**Your task**: How many of the lines below hold "Mill"? Only the number, please.

━━━━━━━━━━━━━━━━━━━━

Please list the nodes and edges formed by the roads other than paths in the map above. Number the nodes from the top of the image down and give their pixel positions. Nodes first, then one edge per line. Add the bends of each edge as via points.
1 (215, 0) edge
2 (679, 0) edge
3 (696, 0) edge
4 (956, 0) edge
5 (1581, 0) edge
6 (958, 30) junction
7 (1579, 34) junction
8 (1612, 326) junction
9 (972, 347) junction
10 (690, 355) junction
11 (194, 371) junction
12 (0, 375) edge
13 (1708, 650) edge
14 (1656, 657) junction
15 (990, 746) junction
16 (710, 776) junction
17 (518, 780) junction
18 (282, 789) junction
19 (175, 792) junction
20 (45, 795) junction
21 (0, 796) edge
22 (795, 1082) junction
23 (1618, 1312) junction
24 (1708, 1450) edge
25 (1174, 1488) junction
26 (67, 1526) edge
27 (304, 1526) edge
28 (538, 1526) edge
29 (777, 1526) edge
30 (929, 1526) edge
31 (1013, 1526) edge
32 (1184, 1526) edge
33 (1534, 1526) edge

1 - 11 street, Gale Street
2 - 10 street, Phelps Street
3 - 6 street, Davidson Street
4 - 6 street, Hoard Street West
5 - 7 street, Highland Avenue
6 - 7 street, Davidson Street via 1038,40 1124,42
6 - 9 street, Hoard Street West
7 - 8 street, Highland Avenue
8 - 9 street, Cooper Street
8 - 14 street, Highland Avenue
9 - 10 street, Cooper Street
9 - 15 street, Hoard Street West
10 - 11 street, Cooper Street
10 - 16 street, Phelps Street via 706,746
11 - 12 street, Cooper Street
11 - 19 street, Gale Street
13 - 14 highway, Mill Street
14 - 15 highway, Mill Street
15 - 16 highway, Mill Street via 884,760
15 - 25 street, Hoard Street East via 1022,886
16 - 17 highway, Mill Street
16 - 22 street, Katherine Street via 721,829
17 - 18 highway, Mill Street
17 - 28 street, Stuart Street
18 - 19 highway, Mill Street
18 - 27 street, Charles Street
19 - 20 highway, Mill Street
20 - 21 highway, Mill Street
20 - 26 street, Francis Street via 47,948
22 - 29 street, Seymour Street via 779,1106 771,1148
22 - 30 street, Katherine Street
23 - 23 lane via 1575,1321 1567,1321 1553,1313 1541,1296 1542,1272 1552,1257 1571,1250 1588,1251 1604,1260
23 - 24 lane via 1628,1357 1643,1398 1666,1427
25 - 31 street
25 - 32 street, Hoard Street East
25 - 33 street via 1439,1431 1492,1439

━━━━━━━━━━━━━━━━━━━━

**Finished task**: 8